18 Liber Metempsychosis Veterum Agyptiorum, edited and translated into Latin from the funeral papyri by H. Brugsch.
19 L'Univers, Egypte Ancienne, par Champollion Figeac, pp. 123 145.
20 Agyptische Glaubenslehre von Dr. Ed. Roth, ss. 171, 174.
"The Egyptain soul sail'd o'er the skyey sea
In ark of crystal, mann'd by beamy gods,
To drag the deeps of space and net the stars,
Where, in their nebulous shoals, they shore the void
And through old Night's Typhonian blindness shine.

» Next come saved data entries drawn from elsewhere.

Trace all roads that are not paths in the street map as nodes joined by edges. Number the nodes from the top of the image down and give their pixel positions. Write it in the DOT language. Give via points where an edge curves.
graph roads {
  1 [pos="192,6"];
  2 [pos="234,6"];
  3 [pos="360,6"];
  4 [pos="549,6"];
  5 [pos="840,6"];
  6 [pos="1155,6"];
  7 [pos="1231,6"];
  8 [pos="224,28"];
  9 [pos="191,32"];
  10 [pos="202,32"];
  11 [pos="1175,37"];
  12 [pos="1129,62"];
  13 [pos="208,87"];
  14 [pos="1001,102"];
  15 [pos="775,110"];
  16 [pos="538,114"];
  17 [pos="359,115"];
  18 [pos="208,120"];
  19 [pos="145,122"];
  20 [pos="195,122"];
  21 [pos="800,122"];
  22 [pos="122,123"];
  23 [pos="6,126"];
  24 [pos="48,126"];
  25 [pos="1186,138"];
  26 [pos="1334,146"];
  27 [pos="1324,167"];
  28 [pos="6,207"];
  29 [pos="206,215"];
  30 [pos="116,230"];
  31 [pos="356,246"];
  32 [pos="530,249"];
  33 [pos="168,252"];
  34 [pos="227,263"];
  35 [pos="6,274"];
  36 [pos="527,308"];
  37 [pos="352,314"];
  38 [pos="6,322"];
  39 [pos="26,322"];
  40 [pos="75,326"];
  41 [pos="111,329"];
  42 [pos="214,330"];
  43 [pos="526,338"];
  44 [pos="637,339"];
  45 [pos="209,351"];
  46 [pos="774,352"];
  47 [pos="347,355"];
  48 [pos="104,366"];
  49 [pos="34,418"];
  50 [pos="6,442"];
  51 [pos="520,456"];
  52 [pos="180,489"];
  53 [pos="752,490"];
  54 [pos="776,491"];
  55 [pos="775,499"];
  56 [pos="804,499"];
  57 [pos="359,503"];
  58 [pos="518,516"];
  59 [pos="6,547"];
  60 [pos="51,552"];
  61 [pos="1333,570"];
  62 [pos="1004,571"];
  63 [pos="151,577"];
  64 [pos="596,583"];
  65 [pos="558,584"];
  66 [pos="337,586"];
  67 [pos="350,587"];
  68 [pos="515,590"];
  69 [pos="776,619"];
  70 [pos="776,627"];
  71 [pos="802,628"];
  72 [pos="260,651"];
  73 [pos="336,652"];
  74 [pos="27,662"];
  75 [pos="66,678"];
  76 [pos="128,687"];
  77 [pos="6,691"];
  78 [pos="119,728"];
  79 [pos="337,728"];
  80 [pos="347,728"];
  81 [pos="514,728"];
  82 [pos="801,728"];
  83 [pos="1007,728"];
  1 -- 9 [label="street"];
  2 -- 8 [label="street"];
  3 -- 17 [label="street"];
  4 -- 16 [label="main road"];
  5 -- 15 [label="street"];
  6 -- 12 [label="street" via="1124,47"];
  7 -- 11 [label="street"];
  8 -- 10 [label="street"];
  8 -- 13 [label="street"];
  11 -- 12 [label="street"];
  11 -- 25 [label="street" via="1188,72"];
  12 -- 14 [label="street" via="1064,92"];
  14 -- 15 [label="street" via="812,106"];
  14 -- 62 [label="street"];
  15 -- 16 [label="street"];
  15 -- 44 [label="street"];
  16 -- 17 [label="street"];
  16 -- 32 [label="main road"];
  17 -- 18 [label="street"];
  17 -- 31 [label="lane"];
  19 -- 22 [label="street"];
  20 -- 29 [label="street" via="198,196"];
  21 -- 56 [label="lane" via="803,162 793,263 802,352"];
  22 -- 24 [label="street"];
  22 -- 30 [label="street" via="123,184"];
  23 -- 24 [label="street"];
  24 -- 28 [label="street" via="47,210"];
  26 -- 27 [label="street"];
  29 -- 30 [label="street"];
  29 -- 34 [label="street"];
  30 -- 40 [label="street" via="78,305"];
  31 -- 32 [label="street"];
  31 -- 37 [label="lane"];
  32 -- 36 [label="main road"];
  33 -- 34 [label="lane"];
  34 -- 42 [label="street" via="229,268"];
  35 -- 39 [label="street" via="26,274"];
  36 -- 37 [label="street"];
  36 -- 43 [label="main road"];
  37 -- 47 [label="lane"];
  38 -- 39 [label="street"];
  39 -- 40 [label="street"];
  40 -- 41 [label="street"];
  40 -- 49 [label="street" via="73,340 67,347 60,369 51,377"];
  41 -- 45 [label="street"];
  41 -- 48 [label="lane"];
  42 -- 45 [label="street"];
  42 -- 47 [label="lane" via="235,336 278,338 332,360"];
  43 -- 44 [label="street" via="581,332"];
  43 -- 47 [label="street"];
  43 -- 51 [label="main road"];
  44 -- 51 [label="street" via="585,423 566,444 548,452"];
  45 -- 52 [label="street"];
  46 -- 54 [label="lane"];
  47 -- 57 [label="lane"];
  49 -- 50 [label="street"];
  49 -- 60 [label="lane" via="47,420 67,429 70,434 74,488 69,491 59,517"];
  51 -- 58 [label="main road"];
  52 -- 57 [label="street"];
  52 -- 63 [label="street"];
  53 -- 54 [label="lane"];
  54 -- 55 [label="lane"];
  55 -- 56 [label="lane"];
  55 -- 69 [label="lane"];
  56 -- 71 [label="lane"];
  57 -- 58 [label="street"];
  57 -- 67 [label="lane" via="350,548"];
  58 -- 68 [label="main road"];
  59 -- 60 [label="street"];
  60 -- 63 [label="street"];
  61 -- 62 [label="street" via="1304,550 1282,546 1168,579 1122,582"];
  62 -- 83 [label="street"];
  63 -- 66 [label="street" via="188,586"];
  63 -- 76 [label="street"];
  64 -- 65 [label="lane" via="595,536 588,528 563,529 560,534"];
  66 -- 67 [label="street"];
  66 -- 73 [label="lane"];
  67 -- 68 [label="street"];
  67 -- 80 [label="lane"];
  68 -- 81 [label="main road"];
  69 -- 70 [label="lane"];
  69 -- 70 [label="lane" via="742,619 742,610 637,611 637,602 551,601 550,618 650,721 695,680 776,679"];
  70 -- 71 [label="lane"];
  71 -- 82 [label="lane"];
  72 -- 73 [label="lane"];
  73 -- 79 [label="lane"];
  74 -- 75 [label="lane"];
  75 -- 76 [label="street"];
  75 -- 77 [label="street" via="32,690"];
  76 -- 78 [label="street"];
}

Then, solarized, he press'd towards the sun,
And, in the heavenly Hades, hall of God,
Had final welcome of the firmament."
This solemn linking of the fate of man with the astronomic universe, this grand blending of the deepest of moral doctrines with the most august of physical sciences, plainly betrays the brain and hand of that hereditary hierarchy whose wisdom was the wonder of the ancient world. Osburn thinks the localization of Amenthe in the west may have arisen in the following way. Some superstitious Egyptians, travelling westwards, at twilight, on the great marshes haunted by the strange gray white ibis, saw troops of these silent, solemn, ghostlike birds, motionless or slow stalking, and conceived them to be souls waiting for the funeral rites to be paid, that they might sink with the setting sun to their destined abode.21
That such a system of belief was too complex and elaborate to have been a popular development is evident. But that it was really held by the people there is no room to doubt. Parts of it were publicly enacted on festival days by multitudes numbering more than a hundred thousand. Parts of it were dimly shadowed out in the secret recesses of temples, surrounded by the most astonishing accompaniments that unrivalled learning, skill, wealth, and power could contrive. Its authority commanded the allegiance, its charm fascinated the imagination, of the people. Its force built the pyramids, and enshrined whole generations of Egypt's embalmed population in richly adorned sepulchres of everlasting rock. Its substance of esoteric knowledge and faith, in its form of exoteric imposture and exhibition, gave it vitality and endurance long. In the vortex of change and decay it sank at last. And now it is only after its secrets have been buried for thirty centuries that the exploring genius of modern times has brought its hidden hieroglyphics to light, and taught us what were the doctrines originally contained in the altar lore of those priestly schools which once dotted the plains of the Delta and studded the banks of eldest Nile, where now, disfigured and gigantic, the solemn
"Old Syhinxes lift their countenances bland Athwart the river sea and sea of sand."
21 Monumental History of Egypt, vol. i. ch. 8.